If you have a 2 channel scope, use the ChA - ChB function to obtain the total voltage across the load.
 

KeithWalker

Joined Jul 10, 2017
3,097
Hello everyone,
I am trying to measure the maximum power of the board and the power of the speakers with the oscilloscope. Here is what I mean to do:
First, I get the maximum power of the speakers by using the source of 1000Hz sine wave. Next, I put the 2 probes of the oscilloscope and stuck them to 2 leads of the speaker. Then I use VAC view to see the max voltage. Then I can determine the power by using the formula P =U^2/R.
For the power of the board, I also have a DC power supplier. I still use the input source as same as above.

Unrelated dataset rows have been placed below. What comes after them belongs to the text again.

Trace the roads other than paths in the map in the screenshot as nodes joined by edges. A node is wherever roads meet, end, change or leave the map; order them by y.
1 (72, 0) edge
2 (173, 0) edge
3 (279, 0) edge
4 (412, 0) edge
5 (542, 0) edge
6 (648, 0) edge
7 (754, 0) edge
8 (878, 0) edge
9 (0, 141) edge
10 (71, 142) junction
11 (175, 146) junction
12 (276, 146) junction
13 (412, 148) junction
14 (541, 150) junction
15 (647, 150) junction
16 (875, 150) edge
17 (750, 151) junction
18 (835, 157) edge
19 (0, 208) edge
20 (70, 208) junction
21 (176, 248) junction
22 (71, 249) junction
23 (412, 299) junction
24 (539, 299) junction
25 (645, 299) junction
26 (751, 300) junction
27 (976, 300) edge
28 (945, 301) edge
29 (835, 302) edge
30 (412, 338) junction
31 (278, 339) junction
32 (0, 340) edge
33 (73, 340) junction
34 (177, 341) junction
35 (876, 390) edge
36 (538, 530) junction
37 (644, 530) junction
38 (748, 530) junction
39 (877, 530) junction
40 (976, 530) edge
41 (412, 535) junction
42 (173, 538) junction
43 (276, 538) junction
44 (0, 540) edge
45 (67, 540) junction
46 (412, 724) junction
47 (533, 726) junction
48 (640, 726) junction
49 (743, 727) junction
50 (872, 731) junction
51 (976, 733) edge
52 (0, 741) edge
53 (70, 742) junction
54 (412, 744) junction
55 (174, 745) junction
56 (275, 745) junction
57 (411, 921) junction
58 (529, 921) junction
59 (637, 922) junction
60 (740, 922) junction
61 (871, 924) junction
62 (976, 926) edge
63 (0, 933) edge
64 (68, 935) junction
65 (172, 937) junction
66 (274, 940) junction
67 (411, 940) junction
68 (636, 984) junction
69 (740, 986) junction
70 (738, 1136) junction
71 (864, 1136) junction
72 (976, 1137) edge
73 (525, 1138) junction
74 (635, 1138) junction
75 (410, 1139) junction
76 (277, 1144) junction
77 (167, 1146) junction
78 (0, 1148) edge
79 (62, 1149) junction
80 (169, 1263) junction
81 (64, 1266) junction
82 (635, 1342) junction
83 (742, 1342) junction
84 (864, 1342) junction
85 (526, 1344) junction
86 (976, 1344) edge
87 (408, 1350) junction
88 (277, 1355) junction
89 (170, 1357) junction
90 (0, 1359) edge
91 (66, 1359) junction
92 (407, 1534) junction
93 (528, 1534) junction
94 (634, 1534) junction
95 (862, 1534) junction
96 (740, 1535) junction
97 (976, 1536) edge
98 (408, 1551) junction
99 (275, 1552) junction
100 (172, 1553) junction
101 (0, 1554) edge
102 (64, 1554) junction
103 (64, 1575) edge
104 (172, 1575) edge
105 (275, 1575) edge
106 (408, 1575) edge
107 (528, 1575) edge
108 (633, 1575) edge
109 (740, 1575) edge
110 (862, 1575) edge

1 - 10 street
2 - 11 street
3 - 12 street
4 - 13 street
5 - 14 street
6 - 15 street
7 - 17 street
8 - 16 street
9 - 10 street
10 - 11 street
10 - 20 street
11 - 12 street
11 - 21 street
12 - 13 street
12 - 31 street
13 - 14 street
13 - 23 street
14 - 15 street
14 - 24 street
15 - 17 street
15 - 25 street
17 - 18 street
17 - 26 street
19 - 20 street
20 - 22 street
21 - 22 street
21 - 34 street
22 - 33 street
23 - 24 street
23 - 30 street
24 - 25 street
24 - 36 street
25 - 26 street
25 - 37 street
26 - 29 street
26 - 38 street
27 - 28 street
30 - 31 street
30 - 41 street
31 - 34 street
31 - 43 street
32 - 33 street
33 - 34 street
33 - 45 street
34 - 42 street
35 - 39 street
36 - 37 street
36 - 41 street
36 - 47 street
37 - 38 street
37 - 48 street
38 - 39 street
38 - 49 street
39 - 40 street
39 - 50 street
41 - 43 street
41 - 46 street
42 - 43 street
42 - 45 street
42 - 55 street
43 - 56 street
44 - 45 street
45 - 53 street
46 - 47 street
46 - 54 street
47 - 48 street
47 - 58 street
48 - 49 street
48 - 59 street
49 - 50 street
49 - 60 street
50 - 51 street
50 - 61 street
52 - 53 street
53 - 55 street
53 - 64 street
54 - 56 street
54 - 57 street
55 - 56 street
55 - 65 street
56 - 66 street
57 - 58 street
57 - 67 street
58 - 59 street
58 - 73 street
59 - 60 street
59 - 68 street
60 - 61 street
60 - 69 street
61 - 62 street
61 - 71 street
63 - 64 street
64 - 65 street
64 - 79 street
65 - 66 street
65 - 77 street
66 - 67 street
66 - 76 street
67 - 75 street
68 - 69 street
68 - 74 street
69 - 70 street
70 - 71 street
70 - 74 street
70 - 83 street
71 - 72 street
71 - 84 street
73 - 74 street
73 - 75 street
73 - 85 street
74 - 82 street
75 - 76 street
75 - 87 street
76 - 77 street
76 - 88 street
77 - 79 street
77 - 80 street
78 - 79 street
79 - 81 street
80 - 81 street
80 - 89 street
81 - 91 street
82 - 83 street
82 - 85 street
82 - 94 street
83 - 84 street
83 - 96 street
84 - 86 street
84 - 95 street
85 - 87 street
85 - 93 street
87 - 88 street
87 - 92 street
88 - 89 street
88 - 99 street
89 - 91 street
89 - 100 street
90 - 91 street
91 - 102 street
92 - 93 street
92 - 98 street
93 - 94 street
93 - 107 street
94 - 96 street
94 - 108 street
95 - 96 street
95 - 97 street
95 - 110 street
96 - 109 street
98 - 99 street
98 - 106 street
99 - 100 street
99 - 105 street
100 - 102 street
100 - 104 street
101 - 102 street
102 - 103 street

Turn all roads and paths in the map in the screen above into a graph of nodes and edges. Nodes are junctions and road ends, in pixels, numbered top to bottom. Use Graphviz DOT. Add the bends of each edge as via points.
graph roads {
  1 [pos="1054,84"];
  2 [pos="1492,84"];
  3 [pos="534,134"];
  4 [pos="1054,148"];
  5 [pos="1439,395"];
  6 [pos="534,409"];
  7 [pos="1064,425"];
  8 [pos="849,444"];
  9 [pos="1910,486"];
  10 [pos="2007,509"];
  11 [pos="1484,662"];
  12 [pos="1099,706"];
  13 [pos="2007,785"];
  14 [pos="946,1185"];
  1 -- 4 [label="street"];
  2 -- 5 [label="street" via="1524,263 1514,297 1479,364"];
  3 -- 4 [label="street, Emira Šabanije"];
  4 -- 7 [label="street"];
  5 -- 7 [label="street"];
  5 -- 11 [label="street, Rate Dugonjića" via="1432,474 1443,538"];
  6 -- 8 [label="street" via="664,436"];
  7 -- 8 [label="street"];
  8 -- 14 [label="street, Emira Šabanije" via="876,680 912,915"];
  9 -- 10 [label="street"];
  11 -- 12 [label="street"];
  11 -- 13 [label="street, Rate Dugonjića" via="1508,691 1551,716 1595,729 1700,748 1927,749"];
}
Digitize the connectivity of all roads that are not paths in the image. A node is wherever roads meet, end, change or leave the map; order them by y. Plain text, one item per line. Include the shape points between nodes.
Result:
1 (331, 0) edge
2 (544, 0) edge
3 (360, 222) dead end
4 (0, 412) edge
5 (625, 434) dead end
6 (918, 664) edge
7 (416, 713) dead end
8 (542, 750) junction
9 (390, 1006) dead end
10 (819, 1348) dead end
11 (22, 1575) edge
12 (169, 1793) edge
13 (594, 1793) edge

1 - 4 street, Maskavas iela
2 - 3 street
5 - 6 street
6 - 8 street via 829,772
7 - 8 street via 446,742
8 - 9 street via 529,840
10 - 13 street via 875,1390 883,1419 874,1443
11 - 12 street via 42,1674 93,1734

Then, I can get the board power by using the formula P =UI.
Is this right, I hope you guys can help me.
Thank you so much!
Does this mean that you get the maximum by increasing the power until the speaker smokes?
 

MisterBill2

Joined Jan 23, 2018
18,584
OK, as the amplifier uses an output not ground referenced, the TS is using the differential mode on the scope. So that part is exactly the right way to do it. And I guess listening and stopping just before distortion is noticable. A reasonable approach.